On Fri, Jun 5, 2020 at 1:27 PM Nicolas Saenz Julienne nsaenzjulienne@suse.de wrote:
Hi Christoph, a question arouse, is there a real value to dealing with PFNs (as opposed to real addresses) in the core DMA code/structures? I see that in some cases it eases interacting with mm, but the overwhelming usage of say, dev->dma_pfn_offset, involves shifting it.
Hi Jim, On Thu, 2020-06-04 at 14:01 -0400, Jim Quinlan wrote:
Hi Nicolas,
[...]
I understand the need for dev to be around, devm_*() is key. But also it's important to keep the functions on purpose. And if of_dma_get_range() starts setting ranges it calls, for the very least, for a function rename. Although I'd rather split the parsing and setting of ranges as mentioned earlier. That said, I get that's a more drastic move.
I agree with you. I could do this from device.c:
of_dma_get_num_ranges(..., &num_ranges); /* new function */ r = devm_kcalloc(dev, num_ranges + 1, sizeof(*r), GFP_KERNEL); of_dma_get_range(np, &dma_addr, &paddr, &size, r, num_ranges);
The problem here is that there could be four ranges, all with offset=0. My current code would optimize this case out but the above would have us holding useless memory and looping through the four ranges on every dma <=> phys conversion only to add 0.
Point taken. Ultimately it's setting the device's dma ranges in of_dma_get_range() that was really bothering me, so if we have to pass the device pointer for allocations, be it.

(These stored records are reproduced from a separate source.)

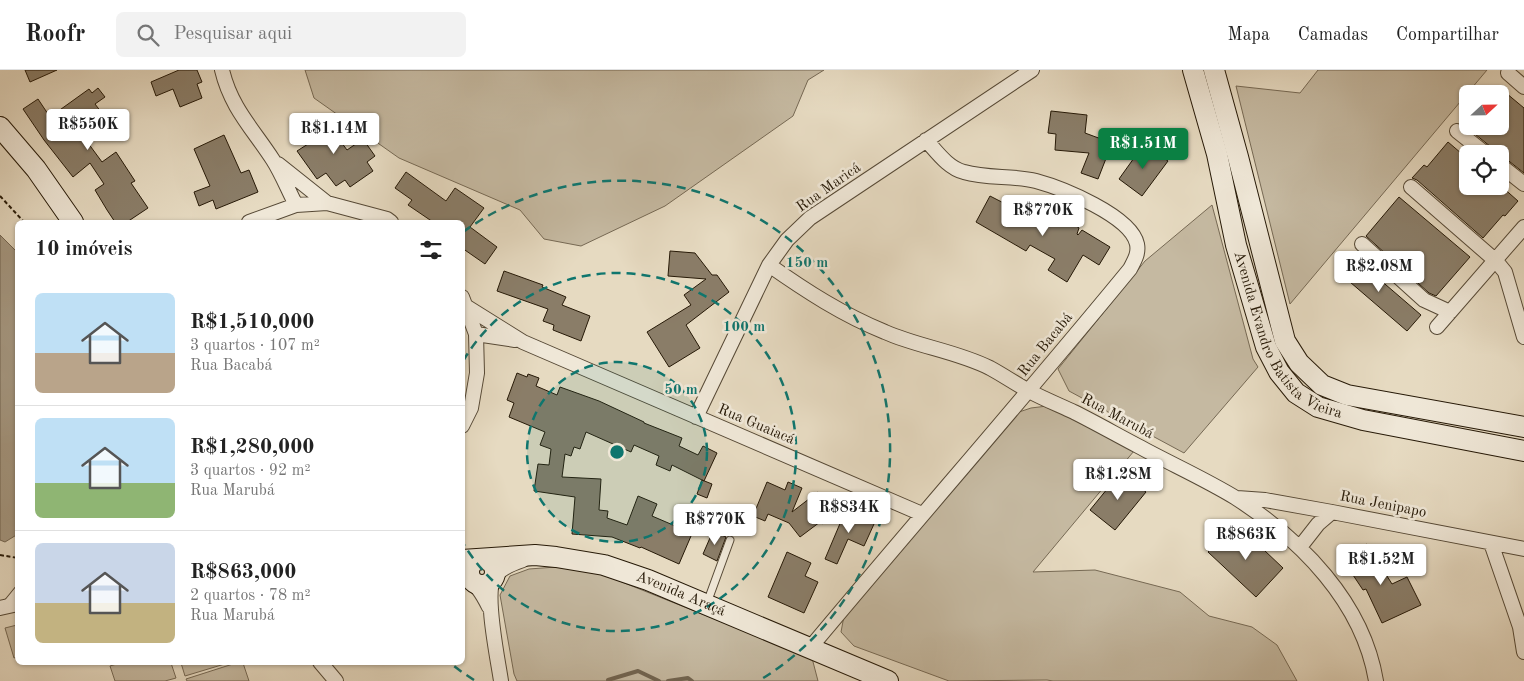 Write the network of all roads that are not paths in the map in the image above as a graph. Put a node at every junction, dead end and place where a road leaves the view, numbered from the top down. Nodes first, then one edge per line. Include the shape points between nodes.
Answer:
1 (222, 70) edge
2 (1032, 70) edge
3 (1193, 70) edge
4 (1214, 70) edge
5 (1508, 73) dead end
6 (1524, 86) edge
7 (1457, 131) dead end
8 (3, 132) edge
9 (926, 140) junction
10 (1475, 145) edge
11 (273, 161) junction
12 (1509, 172) edge
13 (1524, 184) edge
14 (1411, 187) dead end
15 (327, 203) junction
16 (296, 205) junction
17 (72, 220) edge
18 (254, 220) edge
19 (388, 220) edge
20 (1524, 227) edge
21 (1258, 235) junction
22 (1235, 241) junction
23 (1362, 244) dead end
24 (1496, 261) junction
25 (769, 265) junction
26 (465, 302) edge
27 (1450, 312) junction
28 (1436, 327) dead end
29 (476, 334) junction
30 (1524, 338) edge
31 (523, 342) junction
32 (1029, 391) junction
33 (696, 417) junction
34 (465, 420) edge
35 (1524, 427) edge
36 (1524, 451) edge
37 (1235, 498) junction
38 (1332, 512) junction
39 (922, 514) junction
40 (730, 540) dead end
41 (1491, 543) junction
42 (1300, 547) junction
43 (1524, 549) edge
44 (535, 555) junction
45 (472, 559) edge
46 (467, 577) edge
47 (494, 578) junction
48 (15, 594) edge
49 (706, 605) junction
50 (7, 606) edge
51 (491, 609) junction
52 (810, 648) junction
53 (1524, 652) edge
54 (323, 665) edge
55 (336, 681) edge
56 (501, 681) edge
57 (888, 681) edge
58 (1376, 681) edge

1 - 11 street via 242,118
2 - 9 street, Rua Maricá
3 - 22 main road, Avenida Evandro Batista Vieira via 1217,154
4 - 21 main road, Avenida Evandro Batista Vieira
5 - 6 street
7 - 10 street
8 - 17 main road via 36,169
9 - 25 street, Rua Maricá via 810,218 787,240
9 - 32 street, Rua Bacabá via 944,161 962,172 1035,181 1075,194 1107,211 1129,230 1137,243 1138,255 1130,269
11 - 15 street
11 - 16 street
12 - 13 street
14 - 24 street
15 - 16 street
15 - 19 street
16 - 18 street
20 - 24 street
21 - 22 main road
21 - 35 main road, Avenida Evandro Batista Vieira via 1285,341 1299,363 1322,385 1347,395
22 - 36 main road, Avenida Evandro Batista Vieira via 1266,347 1279,372 1296,393 1318,407 1363,420
23 - 27 street via 1424,300
24 - 27 street
24 - 30 street via 1505,272
25 - 32 street, Rua Marubá via 846,314 886,333 989,368
25 - 33 street, Rua Maricá
26 - 29 street
26 - 31 street, Rua Guaiacá
27 - 28 street
29 - 31 street, Rua Guaiacá
29 - 34 street via 477,373 471,408
31 - 33 street, Rua Guaiacá
32 - 37 street, Rua Marubá
32 - 39 street, Rua Bacabá
33 - 39 street, Rua Guaiacá
37 - 38 street, Rua Jenipapo
37 - 42 street, Rua Marubá
38 - 41 street, Rua Jenipapo
38 - 42 street
39 - 52 street, Rua Bacabá
40 - 49 lane
41 - 43 street, Rua Jenipapo
41 - 53 street via 1520,626
42 - 58 street, Rua Marubá via 1332,582 1355,620 1373,664
44 - 45 main road, Avenida Araçá
44 - 47 street via 506,567
44 - 49 main road, Avenida Araçá via 604,565
45 - 46 main road via 477,559 471,564
45 - 47 main road via 486,559 493,564
46 - 47 main road via 479,585 488,584
46 - 51 street via 482,592
47 - 51 street
48 - 50 lane
49 - 52 main road, Avenida Araçá
51 - 56 street
52 - 57 main road, Avenida Araçá
54 - 55 street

Talking about drastic moves. How about getting rid of the concept of dma_pfn_offset for drivers altogether. Let them provide dma_pfn_offset_regions (even when there is only one). I feel it's conceptually nicer, as you'd be dealing only in one currency, so to speak, and you'd centralize the bus DMA ranges setter function which is always easier to maintain.
Do you agree that we have to somehow hang this info on the struct device structure? Because in the dma2phys() and phys2dma() all you have is the dev parameter. I don't see how this can be done w/o involving dev.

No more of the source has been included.